SpaceX is returning to flight after a June failure not with the same rocket that failed, but a modified version known variously as Falcon 9 Upgrade and Falcon 9 v1.2. The main purpose of the upgrade is to give Falcon 9 about 30 percent more power. It can then use the extra muscle to return the rocket’s first stage to a landing platform even after missions to geostationary orbit.
The Falcon v1.1, which will be used only once more, for a low-orbit mission for NASA, does not have sufficient power to perform a geostationary transfer orbit mission and a return of the rocket’s first stage, a maneuver that consumes substantial fuel on its own.
In a statement, Orbcomm Chief Executive Marc Eisenberg said, “We are excited to launch our 11 OG2 [Orbcomm second generation] satellites aboard SpaceX’s newly upgraded Falcon 9 rocket and have full confidence in SpaceX and their dedication to this launch.”
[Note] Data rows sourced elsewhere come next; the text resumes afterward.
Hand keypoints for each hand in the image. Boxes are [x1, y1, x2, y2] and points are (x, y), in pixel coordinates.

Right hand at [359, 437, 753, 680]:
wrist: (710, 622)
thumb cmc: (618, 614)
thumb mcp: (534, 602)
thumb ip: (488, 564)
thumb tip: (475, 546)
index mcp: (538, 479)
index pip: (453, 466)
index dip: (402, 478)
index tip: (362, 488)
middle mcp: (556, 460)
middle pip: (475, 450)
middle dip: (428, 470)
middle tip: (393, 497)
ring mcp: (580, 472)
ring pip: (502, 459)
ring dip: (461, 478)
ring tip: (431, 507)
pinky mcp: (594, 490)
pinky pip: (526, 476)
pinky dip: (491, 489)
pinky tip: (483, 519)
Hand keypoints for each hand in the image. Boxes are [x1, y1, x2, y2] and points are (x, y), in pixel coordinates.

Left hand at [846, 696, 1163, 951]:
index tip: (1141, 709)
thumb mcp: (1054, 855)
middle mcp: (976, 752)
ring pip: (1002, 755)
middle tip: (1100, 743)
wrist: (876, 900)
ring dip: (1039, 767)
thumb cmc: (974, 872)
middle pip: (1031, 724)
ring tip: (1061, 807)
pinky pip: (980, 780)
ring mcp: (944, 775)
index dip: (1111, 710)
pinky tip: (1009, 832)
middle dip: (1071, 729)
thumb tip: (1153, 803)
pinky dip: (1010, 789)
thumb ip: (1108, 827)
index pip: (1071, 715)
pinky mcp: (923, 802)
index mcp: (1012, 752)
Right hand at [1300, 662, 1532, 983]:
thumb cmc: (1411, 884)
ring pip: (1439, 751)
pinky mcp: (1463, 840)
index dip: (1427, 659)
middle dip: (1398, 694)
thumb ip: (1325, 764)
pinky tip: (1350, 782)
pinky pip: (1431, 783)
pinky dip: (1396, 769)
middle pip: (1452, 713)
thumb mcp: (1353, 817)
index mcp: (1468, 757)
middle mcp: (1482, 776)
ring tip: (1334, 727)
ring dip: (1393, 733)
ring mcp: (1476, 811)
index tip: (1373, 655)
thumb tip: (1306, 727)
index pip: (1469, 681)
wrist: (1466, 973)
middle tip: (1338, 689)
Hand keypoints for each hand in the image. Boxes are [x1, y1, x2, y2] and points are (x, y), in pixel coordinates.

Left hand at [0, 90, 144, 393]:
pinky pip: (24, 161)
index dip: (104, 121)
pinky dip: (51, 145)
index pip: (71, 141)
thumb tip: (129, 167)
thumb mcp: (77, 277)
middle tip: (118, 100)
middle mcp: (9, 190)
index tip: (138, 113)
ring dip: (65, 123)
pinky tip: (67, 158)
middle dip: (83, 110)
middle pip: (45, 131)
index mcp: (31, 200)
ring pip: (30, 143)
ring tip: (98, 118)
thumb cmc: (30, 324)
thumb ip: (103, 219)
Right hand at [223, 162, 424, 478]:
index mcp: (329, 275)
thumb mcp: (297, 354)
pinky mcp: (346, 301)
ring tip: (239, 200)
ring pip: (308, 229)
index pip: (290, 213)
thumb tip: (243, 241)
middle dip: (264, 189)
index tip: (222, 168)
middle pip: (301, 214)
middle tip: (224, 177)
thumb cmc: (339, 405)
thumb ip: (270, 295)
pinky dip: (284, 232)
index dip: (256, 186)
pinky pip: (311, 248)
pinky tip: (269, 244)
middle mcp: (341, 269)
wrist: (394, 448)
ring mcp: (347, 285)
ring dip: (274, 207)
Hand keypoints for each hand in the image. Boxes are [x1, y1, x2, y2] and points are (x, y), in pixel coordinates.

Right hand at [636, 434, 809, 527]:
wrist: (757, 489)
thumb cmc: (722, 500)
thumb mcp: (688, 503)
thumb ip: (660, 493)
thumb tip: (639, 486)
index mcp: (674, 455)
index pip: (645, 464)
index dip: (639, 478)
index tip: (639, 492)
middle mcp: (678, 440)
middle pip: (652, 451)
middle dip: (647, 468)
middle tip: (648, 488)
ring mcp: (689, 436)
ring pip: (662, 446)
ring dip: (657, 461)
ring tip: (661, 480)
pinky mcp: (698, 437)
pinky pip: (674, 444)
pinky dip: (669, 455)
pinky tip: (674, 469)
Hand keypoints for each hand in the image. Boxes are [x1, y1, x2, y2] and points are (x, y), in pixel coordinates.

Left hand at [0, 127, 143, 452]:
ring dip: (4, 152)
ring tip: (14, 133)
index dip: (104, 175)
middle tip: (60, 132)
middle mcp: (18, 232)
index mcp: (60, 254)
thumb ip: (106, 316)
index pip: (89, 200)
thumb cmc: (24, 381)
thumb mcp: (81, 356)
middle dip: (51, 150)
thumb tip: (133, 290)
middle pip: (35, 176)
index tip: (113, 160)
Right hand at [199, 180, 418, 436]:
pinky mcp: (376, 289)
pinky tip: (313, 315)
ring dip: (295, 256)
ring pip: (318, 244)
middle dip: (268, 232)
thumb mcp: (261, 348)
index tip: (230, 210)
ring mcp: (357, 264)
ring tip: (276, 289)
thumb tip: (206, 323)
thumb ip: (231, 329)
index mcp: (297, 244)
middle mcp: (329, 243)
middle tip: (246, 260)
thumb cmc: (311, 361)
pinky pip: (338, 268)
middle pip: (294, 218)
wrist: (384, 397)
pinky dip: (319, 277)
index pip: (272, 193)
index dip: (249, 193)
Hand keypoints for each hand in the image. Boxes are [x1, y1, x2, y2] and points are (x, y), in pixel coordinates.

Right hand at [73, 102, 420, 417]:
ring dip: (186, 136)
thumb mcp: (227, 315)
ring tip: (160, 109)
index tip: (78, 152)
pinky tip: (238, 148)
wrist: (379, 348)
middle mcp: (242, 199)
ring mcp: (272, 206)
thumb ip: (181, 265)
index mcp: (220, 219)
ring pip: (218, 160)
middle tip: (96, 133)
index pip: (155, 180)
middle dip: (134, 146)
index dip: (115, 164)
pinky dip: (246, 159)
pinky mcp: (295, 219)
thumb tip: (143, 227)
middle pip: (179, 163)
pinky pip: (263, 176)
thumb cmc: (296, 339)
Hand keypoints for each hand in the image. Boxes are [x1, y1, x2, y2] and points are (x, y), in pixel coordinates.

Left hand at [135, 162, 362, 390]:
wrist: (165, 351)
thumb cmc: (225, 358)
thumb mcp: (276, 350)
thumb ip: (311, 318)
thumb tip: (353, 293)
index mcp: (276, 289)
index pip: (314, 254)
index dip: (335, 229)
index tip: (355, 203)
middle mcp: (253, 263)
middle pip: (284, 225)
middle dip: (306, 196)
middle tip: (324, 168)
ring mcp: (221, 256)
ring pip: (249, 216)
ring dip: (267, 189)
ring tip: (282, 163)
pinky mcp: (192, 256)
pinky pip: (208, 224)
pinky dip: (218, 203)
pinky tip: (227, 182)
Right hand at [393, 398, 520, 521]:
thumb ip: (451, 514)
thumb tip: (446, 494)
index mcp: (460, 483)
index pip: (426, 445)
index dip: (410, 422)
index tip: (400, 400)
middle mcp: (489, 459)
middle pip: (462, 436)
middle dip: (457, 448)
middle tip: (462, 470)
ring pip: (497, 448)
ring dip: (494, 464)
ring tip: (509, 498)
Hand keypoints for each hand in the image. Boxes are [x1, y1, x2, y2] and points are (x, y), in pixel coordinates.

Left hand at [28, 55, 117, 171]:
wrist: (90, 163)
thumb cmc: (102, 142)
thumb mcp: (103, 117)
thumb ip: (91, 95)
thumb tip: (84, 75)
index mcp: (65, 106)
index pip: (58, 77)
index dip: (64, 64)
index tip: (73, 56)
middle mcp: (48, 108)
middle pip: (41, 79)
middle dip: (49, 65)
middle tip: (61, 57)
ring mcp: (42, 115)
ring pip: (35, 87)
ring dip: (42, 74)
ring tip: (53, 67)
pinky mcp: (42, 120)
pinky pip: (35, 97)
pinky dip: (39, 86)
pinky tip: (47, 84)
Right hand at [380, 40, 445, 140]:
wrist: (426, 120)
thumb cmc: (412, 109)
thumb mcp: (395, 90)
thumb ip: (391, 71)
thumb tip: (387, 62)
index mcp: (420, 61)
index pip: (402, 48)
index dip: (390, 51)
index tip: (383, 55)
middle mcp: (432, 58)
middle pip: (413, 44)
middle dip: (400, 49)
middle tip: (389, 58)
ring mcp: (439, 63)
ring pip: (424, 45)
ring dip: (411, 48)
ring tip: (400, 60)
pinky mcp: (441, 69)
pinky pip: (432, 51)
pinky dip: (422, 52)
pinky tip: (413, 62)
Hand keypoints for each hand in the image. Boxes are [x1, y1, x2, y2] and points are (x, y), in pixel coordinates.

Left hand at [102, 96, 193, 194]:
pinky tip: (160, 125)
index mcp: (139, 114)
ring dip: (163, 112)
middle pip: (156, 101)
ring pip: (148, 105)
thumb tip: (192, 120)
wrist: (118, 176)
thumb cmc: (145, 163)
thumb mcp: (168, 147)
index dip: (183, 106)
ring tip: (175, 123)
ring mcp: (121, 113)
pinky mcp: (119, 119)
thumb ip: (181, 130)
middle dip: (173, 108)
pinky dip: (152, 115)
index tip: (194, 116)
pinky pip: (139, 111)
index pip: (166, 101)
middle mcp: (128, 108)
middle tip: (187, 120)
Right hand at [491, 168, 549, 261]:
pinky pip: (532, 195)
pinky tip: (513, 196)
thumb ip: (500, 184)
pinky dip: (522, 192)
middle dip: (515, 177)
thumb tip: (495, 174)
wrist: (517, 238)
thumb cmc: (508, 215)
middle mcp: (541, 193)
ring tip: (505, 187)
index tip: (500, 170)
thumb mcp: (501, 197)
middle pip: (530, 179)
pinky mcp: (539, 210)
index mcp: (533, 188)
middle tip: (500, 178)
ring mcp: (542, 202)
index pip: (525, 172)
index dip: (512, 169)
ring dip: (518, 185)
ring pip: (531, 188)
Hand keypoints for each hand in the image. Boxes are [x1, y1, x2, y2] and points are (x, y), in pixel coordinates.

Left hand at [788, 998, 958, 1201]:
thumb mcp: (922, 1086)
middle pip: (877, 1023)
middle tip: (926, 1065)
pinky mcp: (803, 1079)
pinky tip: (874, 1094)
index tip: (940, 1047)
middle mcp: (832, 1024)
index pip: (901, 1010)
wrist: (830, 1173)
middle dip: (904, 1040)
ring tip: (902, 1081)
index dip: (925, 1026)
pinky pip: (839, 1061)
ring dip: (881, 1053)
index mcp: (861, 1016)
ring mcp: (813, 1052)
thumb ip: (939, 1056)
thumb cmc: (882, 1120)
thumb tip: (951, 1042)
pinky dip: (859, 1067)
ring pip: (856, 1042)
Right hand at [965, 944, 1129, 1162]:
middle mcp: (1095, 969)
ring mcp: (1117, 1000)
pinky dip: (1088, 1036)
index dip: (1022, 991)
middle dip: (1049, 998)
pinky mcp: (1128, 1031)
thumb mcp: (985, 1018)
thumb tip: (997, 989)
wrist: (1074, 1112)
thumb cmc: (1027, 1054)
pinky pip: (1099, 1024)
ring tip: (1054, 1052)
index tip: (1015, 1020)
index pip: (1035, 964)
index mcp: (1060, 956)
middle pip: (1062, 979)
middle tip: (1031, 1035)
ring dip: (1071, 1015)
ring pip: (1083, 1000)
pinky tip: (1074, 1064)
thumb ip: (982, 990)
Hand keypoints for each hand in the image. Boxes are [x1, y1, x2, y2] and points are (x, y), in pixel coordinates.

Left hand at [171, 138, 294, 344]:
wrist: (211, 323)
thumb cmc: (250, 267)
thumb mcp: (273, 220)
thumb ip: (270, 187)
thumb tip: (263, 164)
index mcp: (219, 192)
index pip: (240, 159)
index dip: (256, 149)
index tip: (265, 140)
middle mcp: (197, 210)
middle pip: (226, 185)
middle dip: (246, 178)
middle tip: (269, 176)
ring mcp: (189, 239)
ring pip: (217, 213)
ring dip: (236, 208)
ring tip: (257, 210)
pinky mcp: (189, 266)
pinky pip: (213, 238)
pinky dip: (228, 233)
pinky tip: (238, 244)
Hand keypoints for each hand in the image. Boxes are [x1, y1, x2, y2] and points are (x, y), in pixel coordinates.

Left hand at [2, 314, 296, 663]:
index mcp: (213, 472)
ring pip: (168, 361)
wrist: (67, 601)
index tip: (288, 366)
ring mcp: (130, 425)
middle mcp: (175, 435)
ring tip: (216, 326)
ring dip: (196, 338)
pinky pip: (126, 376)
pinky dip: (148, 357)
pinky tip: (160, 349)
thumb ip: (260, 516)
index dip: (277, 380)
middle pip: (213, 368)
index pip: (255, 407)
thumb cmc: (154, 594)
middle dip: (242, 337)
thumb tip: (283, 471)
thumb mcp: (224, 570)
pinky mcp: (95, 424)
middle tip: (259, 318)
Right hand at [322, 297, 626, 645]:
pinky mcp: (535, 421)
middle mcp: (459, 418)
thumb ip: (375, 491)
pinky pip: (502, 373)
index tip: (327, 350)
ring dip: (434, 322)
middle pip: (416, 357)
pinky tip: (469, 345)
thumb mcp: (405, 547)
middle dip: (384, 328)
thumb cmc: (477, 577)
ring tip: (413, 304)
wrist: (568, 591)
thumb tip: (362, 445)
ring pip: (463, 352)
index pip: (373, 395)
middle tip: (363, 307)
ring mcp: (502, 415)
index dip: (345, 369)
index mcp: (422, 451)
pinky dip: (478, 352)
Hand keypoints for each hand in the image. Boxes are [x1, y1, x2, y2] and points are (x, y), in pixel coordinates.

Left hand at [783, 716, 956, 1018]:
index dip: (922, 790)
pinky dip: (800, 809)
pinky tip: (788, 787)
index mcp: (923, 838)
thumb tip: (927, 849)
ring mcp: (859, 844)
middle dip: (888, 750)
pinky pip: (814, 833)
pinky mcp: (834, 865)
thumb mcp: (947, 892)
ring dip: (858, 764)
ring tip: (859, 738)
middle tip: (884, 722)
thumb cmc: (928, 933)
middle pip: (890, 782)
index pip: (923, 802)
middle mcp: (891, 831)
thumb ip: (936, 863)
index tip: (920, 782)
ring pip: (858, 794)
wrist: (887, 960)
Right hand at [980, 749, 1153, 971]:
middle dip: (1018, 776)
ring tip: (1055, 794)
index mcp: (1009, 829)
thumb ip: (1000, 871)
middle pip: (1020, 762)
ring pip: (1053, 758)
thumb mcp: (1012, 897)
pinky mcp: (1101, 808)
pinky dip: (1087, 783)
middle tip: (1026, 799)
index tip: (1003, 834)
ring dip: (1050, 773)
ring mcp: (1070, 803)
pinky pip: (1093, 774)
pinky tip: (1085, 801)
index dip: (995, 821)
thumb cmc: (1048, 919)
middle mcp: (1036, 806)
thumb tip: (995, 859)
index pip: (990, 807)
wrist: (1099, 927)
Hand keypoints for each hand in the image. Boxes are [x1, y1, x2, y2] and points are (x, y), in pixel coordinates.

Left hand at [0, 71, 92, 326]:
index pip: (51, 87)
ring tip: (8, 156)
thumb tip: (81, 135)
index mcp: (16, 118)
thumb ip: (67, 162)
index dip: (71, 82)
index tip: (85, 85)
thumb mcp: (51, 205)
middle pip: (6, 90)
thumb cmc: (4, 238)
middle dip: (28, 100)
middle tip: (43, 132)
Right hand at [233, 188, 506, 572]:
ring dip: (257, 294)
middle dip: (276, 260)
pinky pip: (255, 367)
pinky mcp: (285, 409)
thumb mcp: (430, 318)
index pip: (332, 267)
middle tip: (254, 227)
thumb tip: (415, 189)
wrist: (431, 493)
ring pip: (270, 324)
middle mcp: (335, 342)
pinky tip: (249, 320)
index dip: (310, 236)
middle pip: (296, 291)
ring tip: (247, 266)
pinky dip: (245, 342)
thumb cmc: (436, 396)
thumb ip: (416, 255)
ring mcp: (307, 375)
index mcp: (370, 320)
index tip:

The Falcon 9 Upgrade features changes throughout the vehicle with the exception of the payload fairing. On the second stage, the enhancements include increased engine thrust, a longer nozzle and a longer second stage overall.
The decision to switch customers suggests that beneath the confidence routinely demonstrated by SpaceX officials lies a prudence that may have been enhanced by the June failure. SpaceX and SES have known for many months about the upgraded vehicle’s novelties and test campaign.
SpaceX issued the following statement explaining its decision.
“As we prepare for return to flight, SpaceX together with its customers SES and Orbcomm have evaluated opportunities to optimize the readiness of the upcoming Falcon 9 return-to-flight mission. All parties have mutually agreed that SpaceX will now fly the Orbcomm-2 mission on the return-to-flight Falcon 9 vehicle.
“The Orbcomm-2 mission does not require a relight of the second stage engine following orbital insertion. Flying the Orbcomm-2 mission first will therefore allow SpaceX to conduct an on-orbit test of the second stage relight system after the Orbcomm-2 satellites have been safely deployed. This on-orbit test, combined with the current qualification program to be completed prior to launch, will further validate the second stage relight system and allow for optimization of the upcoming SES-9 mission and following missions to geosynchronous transfer orbit.
“This change does not affect the timeline for SpaceX’s return-to-flight mission which is still targeted to take place in the next 6-8 weeks. The SES-9 launch is currently targeted for late December 2015.”